Frente a la postura que indaga en el pasado vivencial del sujeto para encontrarse con una causa primera de la enfermedad, y ante la tesis opuesta, que aspira descubrir el proyecto final, el para qué insospechado del paciente que sufre y reclama una solución, la orientación existencialista, fenomenológica, asume estas dos instancias temporales, el pasado y el futuro, como un devenir, y al individuo como un mismo ser que se desenvuelve constantemente entre el peso de su historia vivida, y el sueño de un mundo por vivir. Nadie existe solamente a instancias de su pasado, añorando o escapando a sus fantasmas, ni tampoco en el anhelo o temor de lo que nos espera. El hombre, para la visión existencialista, es un ser siendo, o como lo quería Machado, haciendo camino al andar.

Pero lo más delicado de esta postura, es que el sanador debe ser un ejemplo supremo de existencia auténtica. La verdad y el resultado de su quehacer en el consultorio, dependen en gran medida, del grado de libertad, compromiso, autenticidad y vocación alcanzado por el terapeuta. Quizás por aquello que sentenciaba Paracelso en el Libro de Hospital (1529) “El principio supremo en el arte de curar, es el amor”. Si el paciente siente y percibe que realmente está acompañado, si siente que es visto como un ser humano que entre otras cosas, padece una afección dolorosa de su afectividad, entonces opera la transferencia, el mitsein, ese mágico encuentro entre dos existencias, entre dos almas que se miran sin el quebranto de sus propias limitaciones, hasta alcanzar la redención, la sincera comprensión de que todo sufrimiento es sagrado, como lo repitiera Dostoievsky, y que su fundamento es la elevación de la conciencia, por encima de todo maltrato.  

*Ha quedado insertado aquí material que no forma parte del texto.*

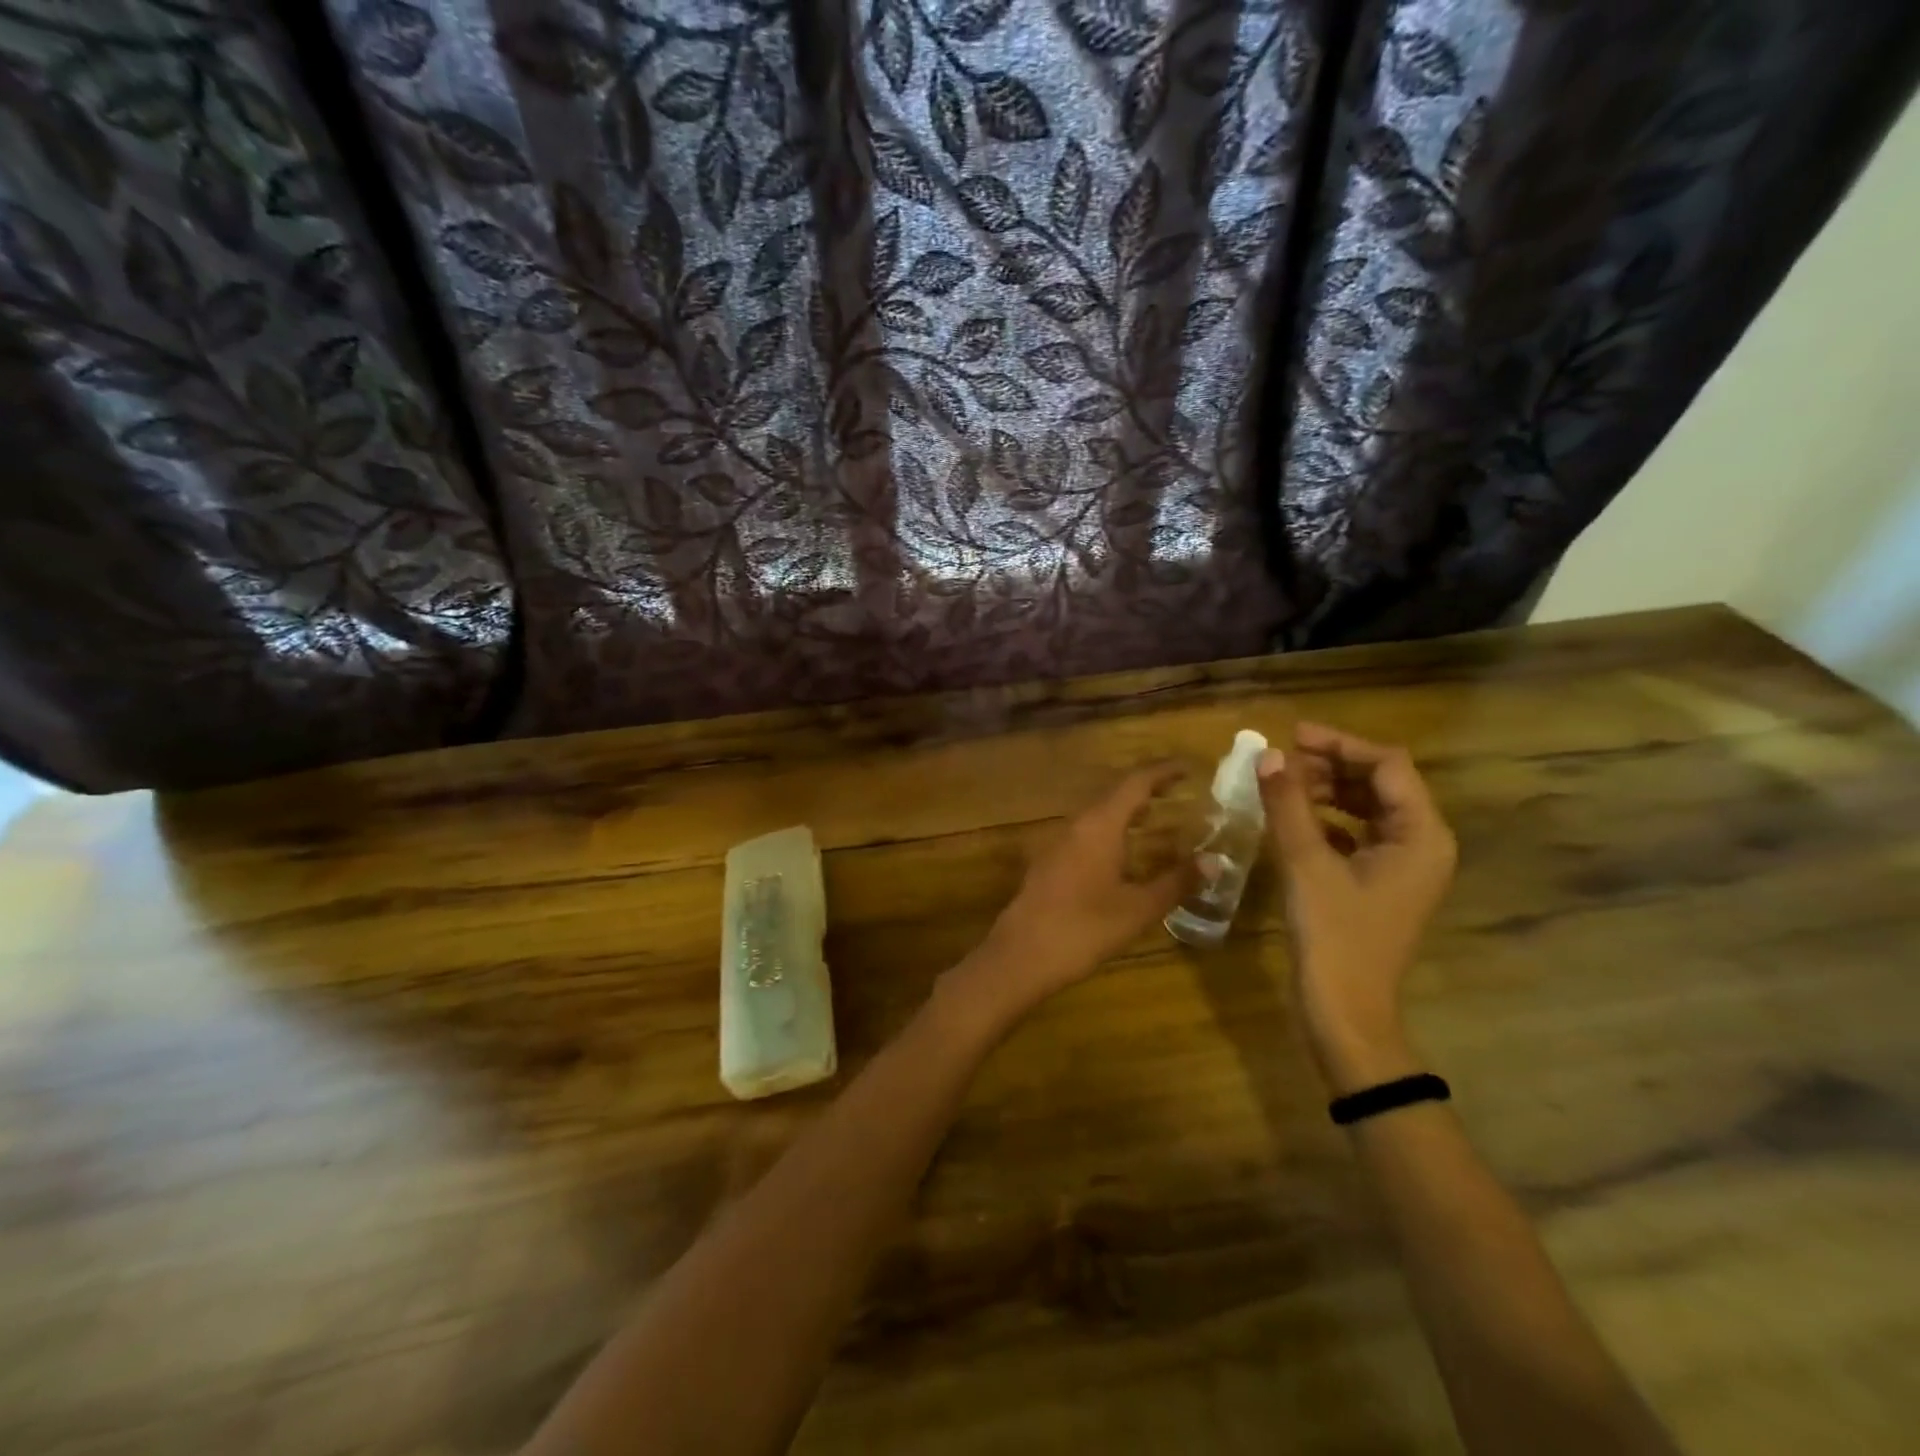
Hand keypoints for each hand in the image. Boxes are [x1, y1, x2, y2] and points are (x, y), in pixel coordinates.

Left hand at [944, 765, 1190, 1029]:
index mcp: (1099, 825)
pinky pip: (1085, 833)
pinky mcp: (1049, 862)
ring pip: (1097, 814)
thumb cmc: (1084, 928)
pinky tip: (1121, 852)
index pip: (1135, 782)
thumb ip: (1176, 882)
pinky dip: (1109, 830)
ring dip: (1126, 810)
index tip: (1188, 767)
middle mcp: (1076, 824)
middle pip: (1114, 794)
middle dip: (1146, 789)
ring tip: (1155, 816)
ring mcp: (1058, 842)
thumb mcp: (1138, 908)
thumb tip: (1214, 861)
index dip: (1162, 771)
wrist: (1021, 955)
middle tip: (1178, 791)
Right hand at [1258, 723, 1456, 1093]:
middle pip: (1381, 783)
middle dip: (1331, 766)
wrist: (1345, 1010)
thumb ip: (1288, 804)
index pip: (1387, 766)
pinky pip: (1359, 833)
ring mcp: (1404, 865)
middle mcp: (1423, 844)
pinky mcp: (1382, 883)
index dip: (1340, 744)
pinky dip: (1328, 818)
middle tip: (1280, 761)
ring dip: (1327, 790)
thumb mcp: (1306, 864)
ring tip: (1282, 786)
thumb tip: (1268, 755)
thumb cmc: (1334, 935)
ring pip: (1368, 807)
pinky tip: (1294, 820)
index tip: (1291, 736)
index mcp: (1421, 835)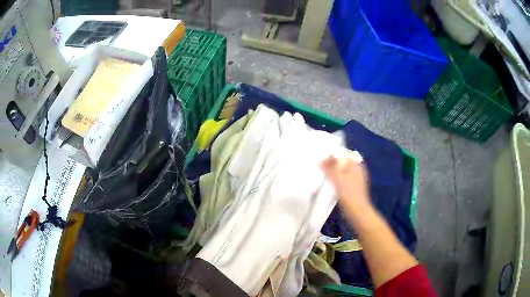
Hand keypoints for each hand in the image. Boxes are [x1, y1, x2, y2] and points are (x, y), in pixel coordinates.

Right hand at [321, 155, 371, 214]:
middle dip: (331, 164)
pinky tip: (330, 183)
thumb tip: (322, 161)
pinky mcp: (353, 186)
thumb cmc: (348, 193)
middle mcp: (357, 169)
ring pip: (342, 171)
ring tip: (323, 175)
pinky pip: (343, 178)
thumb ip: (330, 168)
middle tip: (321, 168)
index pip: (342, 155)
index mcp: (355, 164)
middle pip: (342, 162)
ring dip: (333, 171)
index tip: (321, 162)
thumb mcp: (337, 178)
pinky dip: (336, 178)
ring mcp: (356, 178)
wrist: (357, 210)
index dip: (331, 156)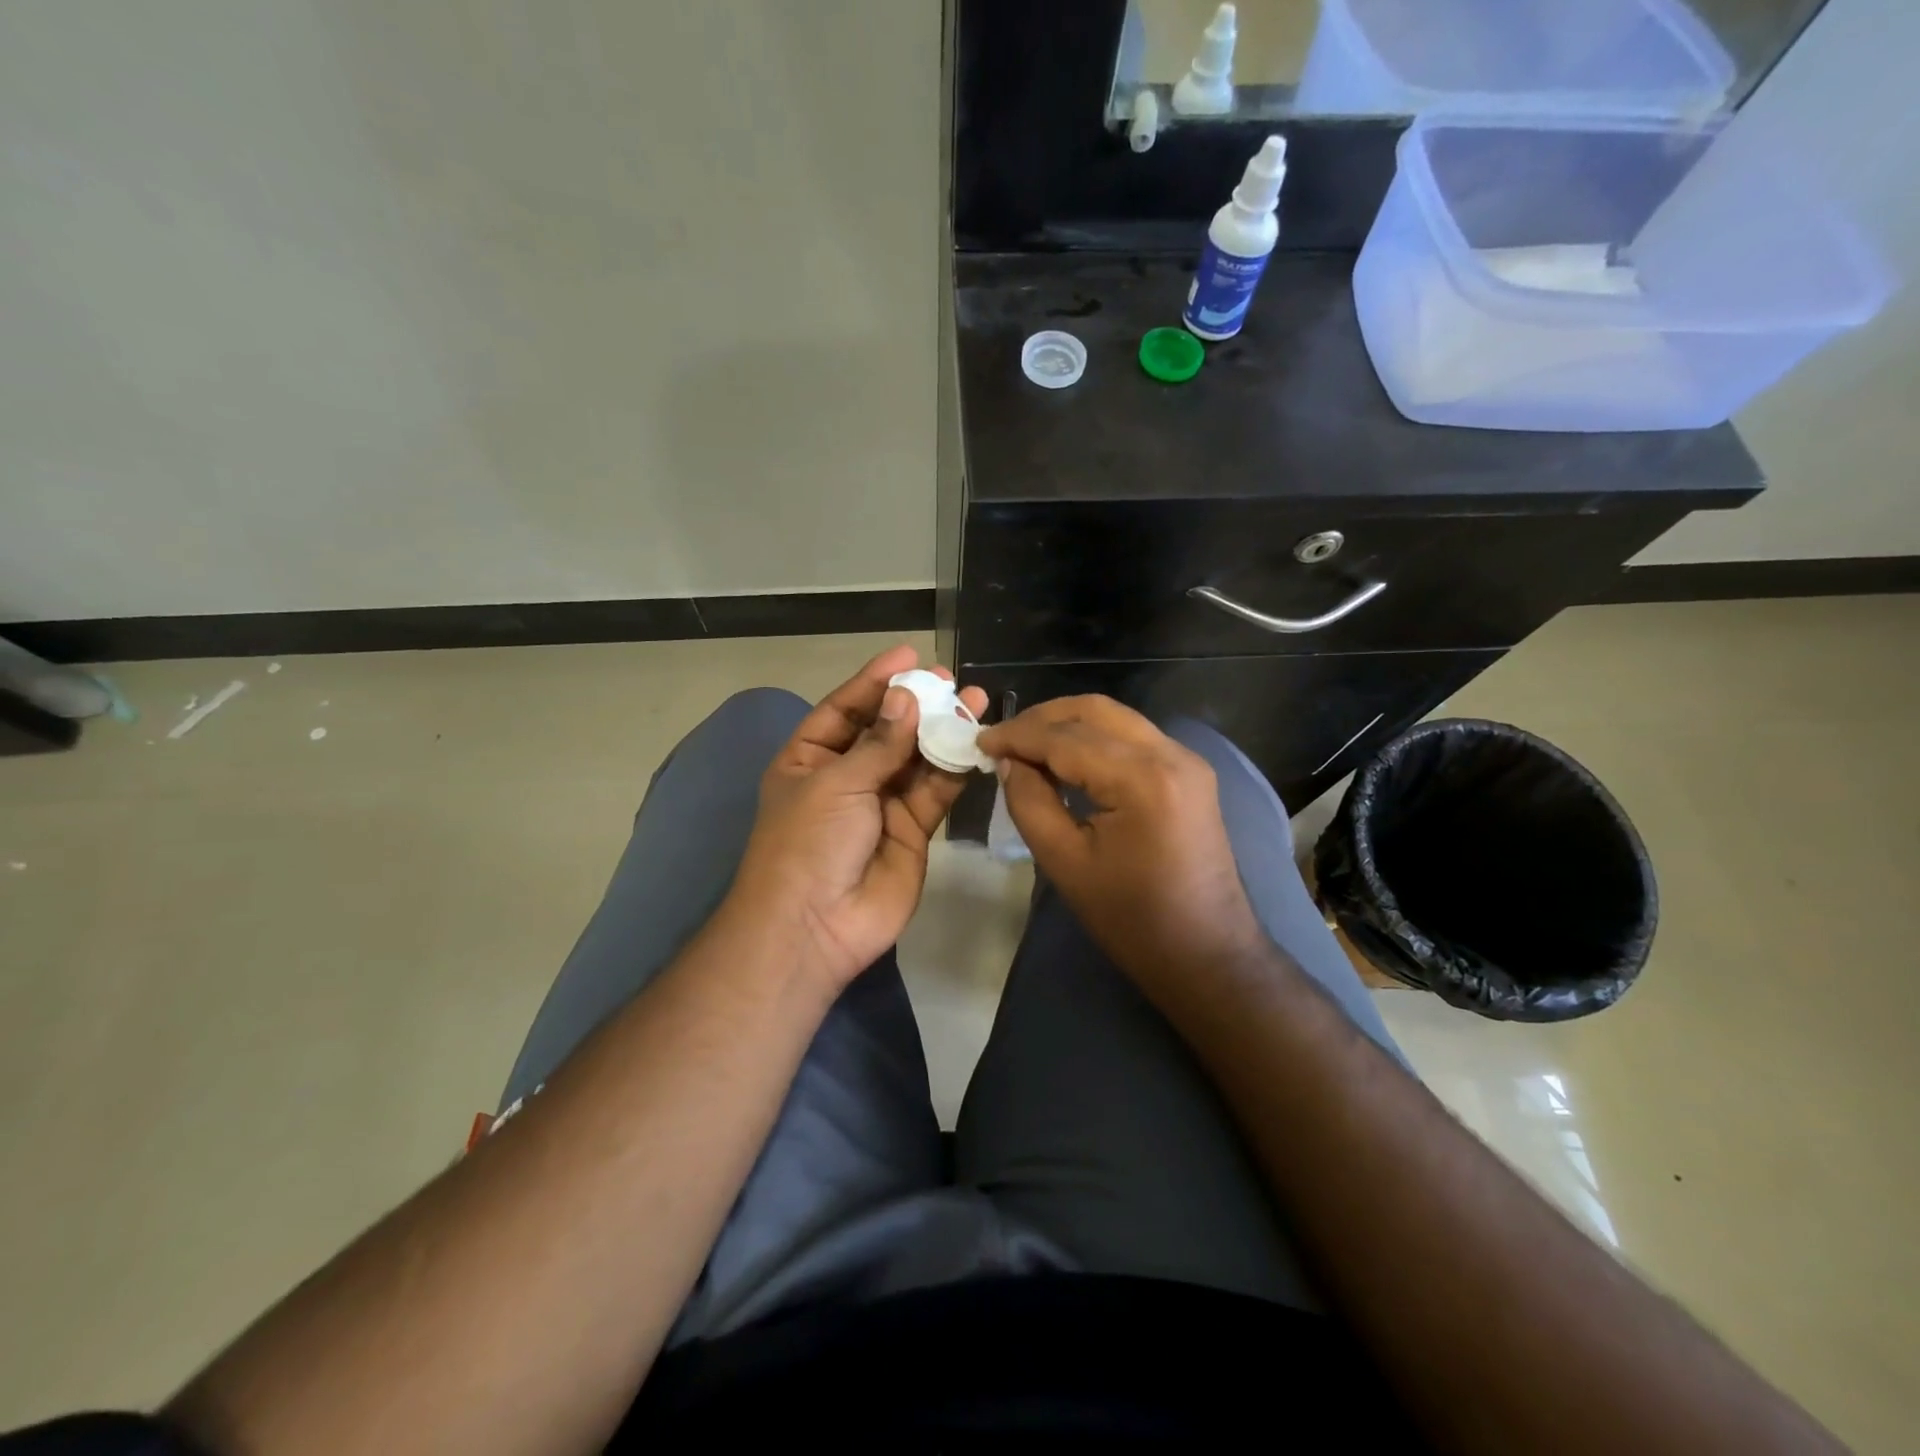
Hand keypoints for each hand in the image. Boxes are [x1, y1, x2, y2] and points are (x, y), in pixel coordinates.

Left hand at [727, 645, 986, 990]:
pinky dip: (954, 767)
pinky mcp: (913, 830)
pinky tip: (976, 740)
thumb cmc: (807, 843)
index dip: (875, 681)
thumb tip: (907, 697)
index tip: (908, 654)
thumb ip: (879, 743)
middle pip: (886, 730)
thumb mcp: (836, 783)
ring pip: (917, 758)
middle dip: (915, 704)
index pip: (844, 709)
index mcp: (809, 760)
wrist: (815, 926)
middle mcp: (846, 777)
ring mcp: (881, 804)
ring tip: (974, 700)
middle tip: (948, 679)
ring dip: (942, 731)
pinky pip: (935, 790)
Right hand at [977, 696, 1266, 995]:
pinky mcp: (1190, 773)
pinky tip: (1066, 758)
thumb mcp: (1066, 863)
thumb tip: (1009, 762)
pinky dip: (1095, 738)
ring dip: (1068, 724)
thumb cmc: (1132, 920)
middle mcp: (1170, 754)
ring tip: (1027, 747)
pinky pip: (1133, 737)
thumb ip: (1030, 802)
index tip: (980, 742)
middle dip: (1042, 719)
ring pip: (1115, 718)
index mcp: (1142, 779)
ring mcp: (1186, 760)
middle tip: (1002, 740)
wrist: (1207, 954)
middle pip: (1094, 711)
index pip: (1066, 738)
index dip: (1017, 736)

Son 92 años de vida y 65 en el ejercicio de la psiquiatría. Dos elementos bien vividos, como para demorarnos gratamente en la lectura de este primer tomo de sus Obras Completas, que nos muestra sabiduría, humanismo, calidad personal y una sabia sencillez en su estilo.  No me resta sino agradecer al doctor Sánchez por permitir que fuera yo el curador de su obra, y al otro amigo, Carlos Noguera, por publicarlas.